Âgé d’une quarantaine d’années, originaire de Nassiriya, dans le sud du pays, Ali al-Zaïdi arrive au pouvoir fort d’un pedigree de technocrate et d’une surface financière certaine. Dirigeant d’une banque islamique, d’une chaîne de télévision et impliqué dans le gigantesque programme public de distribution alimentaire, il revendique des liens apaisés avec les différentes sensibilités de l’élite irakienne. Mais son profil suscite autant d’espoirs que d’interrogations. Des médias basés en Asie orientale ont rappelé que la banque Al-Janoob dont il est l’un des animateurs avait été visée par des sanctions américaines en 2024 pour soupçons de blanchiment, tandis que des sources juridiques citées par la presse internationale affirment qu’aucune restriction ne pèse aujourd’hui sur lui ni sur ses institutions. Cette zone d’ombre alimente le scepticisme parmi les cercles de la société civile qui aspiraient à une rupture plus nette avec les pratiques du passé.

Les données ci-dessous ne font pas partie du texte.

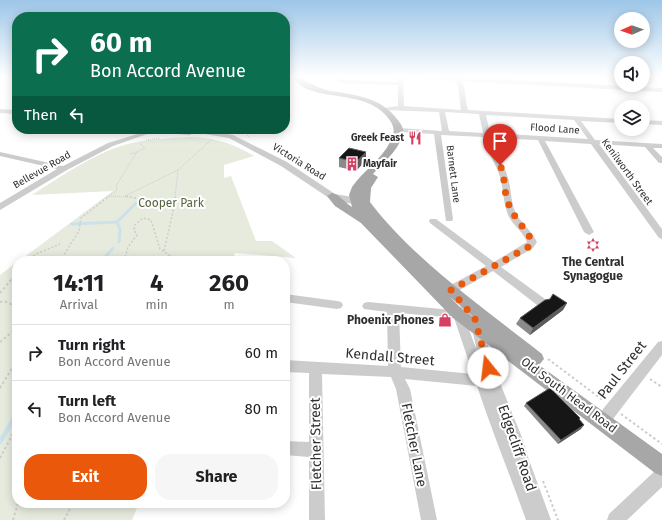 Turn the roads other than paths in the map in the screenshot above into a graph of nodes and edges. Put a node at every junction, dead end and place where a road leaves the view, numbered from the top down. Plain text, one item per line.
1 (368, 101) edge
2 (375, 101) edge
3 (395, 101) edge
4 (462, 101) edge
5 (393, 109) junction
6 (0, 111) edge
7 (442, 111) junction
8 (12, 112) edge
9 (465, 112) junction
10 (482, 113) junction
11 (576, 118) junction
12 (614, 121) edge
13 (650, 122) edge
14 (662, 123) edge
15 (403, 130) junction
16 (442, 132) junction
17 (147, 134) edge
18 (151, 134) edge
19 (170, 134) edge
20 (196, 134) edge
21 (215, 134) edge
22 (237, 134) edge
23 (486, 135) junction
24 (540, 138) junction
25 (142, 140) junction
26 (593, 142) junction
27 (647, 145) junction
28 (662, 146) edge
29 (96, 152) junction
30 (0, 154) edge
31 (662, 161) edge
32 (63, 168) junction
33 (332, 196) junction
34 (359, 202) junction
35 (0, 207) edge
36 (449, 219) dead end
37 (366, 221) junction
38 (433, 221) dead end
39 (589, 232) dead end
40 (662, 236) edge
41 (495, 266) junction
42 (451, 290) junction
43 (290, 299) edge
44 (541, 302) edge
45 (337, 305) dead end
46 (368, 306) dead end
47 (393, 309) junction
48 (458, 314) junction
49 (477, 326) junction
50 (662, 346) edge
51 (511, 351) junction
52 (290, 366) edge
53 (315, 367) junction
54 (395, 372) junction
55 (487, 376) junction
56 (614, 414) junction
57 (290, 448) edge
58 (315, 450) junction
59 (662, 455) edge
60 (662, 466) edge
61 (662, 476) edge
62 (623, 518) edge
63 (317, 520) edge
64 (429, 520) edge
65 (534, 520) edge
66 (543, 520) edge

1 - 5 main road
2 - 5 main road
3 - 5 street
4 - 9 street
5 - 7 street
5 - 15 main road
6 - 8 street
7 - 9 street
7 - 16 street, Barnett Lane
9 - 10 street
10 - 11 street
10 - 23 street
11 - 12 street
11 - 26 street, Kenilworth Street
13 - 14 street
15 - 16 street, Flood Lane
15 - 34 main road
16 - 23 street, Flood Lane
16 - 36 street, Barnett Lane
17 - 29 street, Bellevue Road
18 - 25 street, Bellevue Road
19 - 25 street
20 - 21 street, Victoria Road
22 - 33 street, Victoria Road
23 - 24 street, Flood Lane
23 - 41 street
24 - 26 street, Flood Lane
24 - 39 street
25 - 29 street, Bellevue Road
26 - 27 street, Flood Lane
26 - 40 street, Kenilworth Street
27 - 28 street, Flood Lane
27 - 31 street
29 - 32 street, Bellevue Road
30 - 32 street
32 - 35 street, Bellevue Road
33 - 34 street, Victoria Road
33 - 37 main road
34 - 37 main road, Old South Head Road
34 - 42 main road, Old South Head Road
37 - 48 main road, Old South Head Road
38 - 41 street
41 - 42 street
41 - 44 street
42 - 49 street, Edgecliff Road
42 - 56 main road, Old South Head Road
43 - 45 street
46 - 47 street
47 - 48 street
47 - 54 street
48 - 49 main road, Old South Head Road
48 - 55 street, Edgecliff Road
49 - 51 main road, Old South Head Road
49 - 55 street, Edgecliff Road
50 - 56 street, Paul Street
51 - 55 main road
51 - 60 main road, Old South Head Road
52 - 53 street, Kendall Street
53 - 54 street, Kendall Street
53 - 58 street, Fletcher Street
54 - 55 street, Kendall Street
54 - 64 street, Fletcher Lane
55 - 65 street, Edgecliff Road
55 - 66 street, Edgecliff Road
56 - 59 main road, Old South Head Road
57 - 58 street
58 - 63 street, Fletcher Street
61 - 62 street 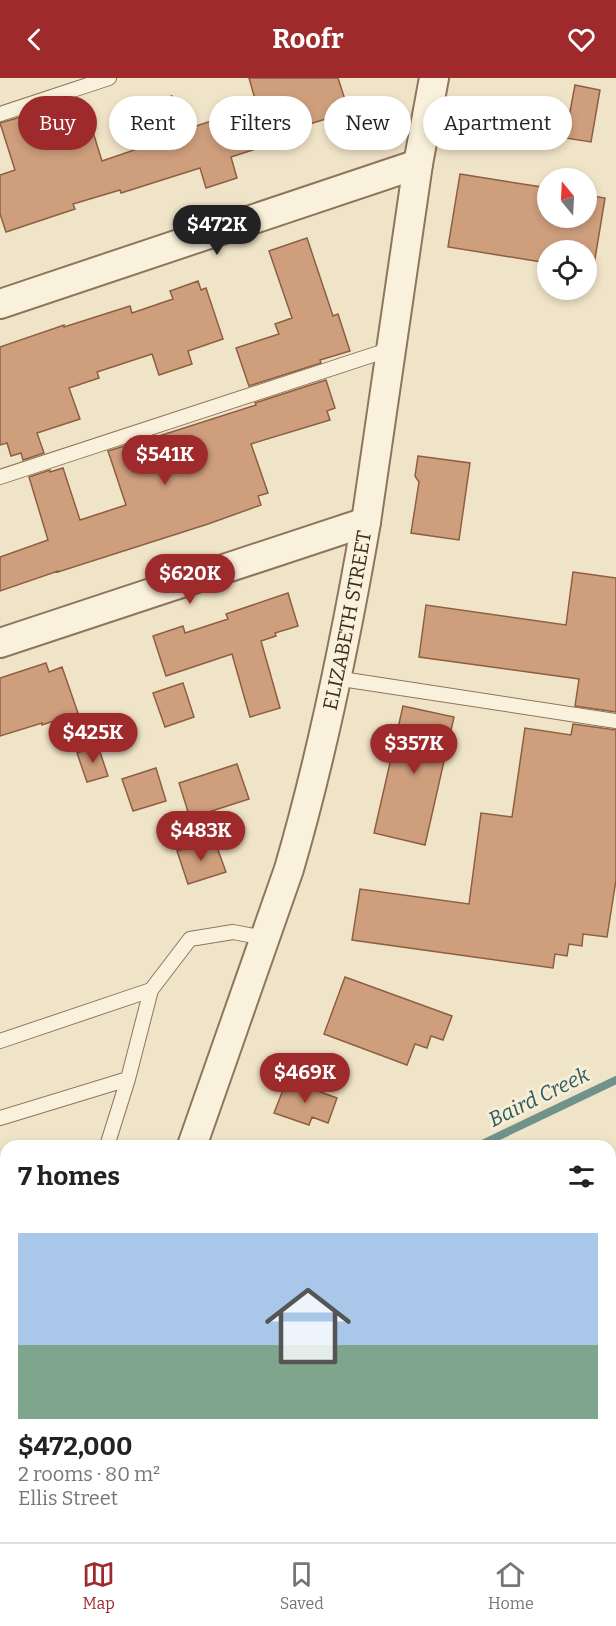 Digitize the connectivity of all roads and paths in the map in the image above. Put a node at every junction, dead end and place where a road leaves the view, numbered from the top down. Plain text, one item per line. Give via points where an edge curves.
1 (109, 78) edge
2 (434, 78) edge
3 (0, 114) edge
4 (418, 164) junction
5 (0, 304) edge
6 (391, 349) junction
7 (0, 477) edge
8 (366, 522) junction
9 (0, 643) edge
10 (335, 678) junction
11 (616, 721) edge
12 (265, 938) junction
13 (151, 990) junction
14 (0, 1041) edge
15 (128, 1079) junction
16 (0, 1118) edge
17 (109, 1140) edge
18 (194, 1140) edge

1 - 3 lane
2 - 4 street, ELIZABETH STREET
4 - 5 street
4 - 6 street, ELIZABETH STREET
6 - 7 lane
6 - 8 street, ELIZABETH STREET
8 - 9 street
8 - 10 street, ELIZABETH STREET
10 - 11 lane
10 - 12 street, ELIZABETH STREET via 290,869
12 - 13 lane via 233,932 190,939
12 - 18 street, ELIZABETH STREET
13 - 14 lane
13 - 15 lane
15 - 16 lane
15 - 17 lane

Du côté iranien, la nomination de M. al-Zaïdi est observée avec un soulagement mesuré. Les analystes proches du pouvoir à Téhéran soulignent qu’en cédant sur la personne sans sacrifier l’architecture du Quadre de coordination, les alliés chiites de l’Irak conservent l’essentiel : un premier ministre qui, même s’il n’est pas un militant aguerri, ne peut gouverner sans l’aval des factions qui les relient à la République islamique. Les capitales du Golfe, elles, voient dans ce dirigeant issu du monde des affaires un interlocuteur potentiellement plus ouvert aux échanges économiques, mais doutent de sa capacité à contenir les groupes armés. À Washington, l’acceptation reste prudente : la Maison-Blanche n’a pas désavoué un choix qui lui épargne le retour tonitruant d’al-Maliki, mais elle surveillera de près la composition du gouvernement et les allégeances sécuritaires qu’il reflétera.

La véritable épreuve commence donc pour M. al-Zaïdi. Il lui faut en un mois composer un attelage ministériel qui satisfasse à la fois les sensibilités kurdes et sunnites, le réseau complexe des partis chiites et les parrains extérieurs, tout en répondant aux attentes pressantes d’une population épuisée par la corruption et l’effondrement des services publics. Dans un Moyen-Orient où la confrontation entre l’Iran, Israël et les États-Unis s’intensifie dangereusement, l’Irak ne peut se permettre un nouvel effondrement. Le défi pour ce technocrate sans expérience politique est donc immense : démontrer qu’un profil de compromis peut se muer en véritable capacité d’action, sous peine de voir le pays replonger dans le cycle des crises à répétition.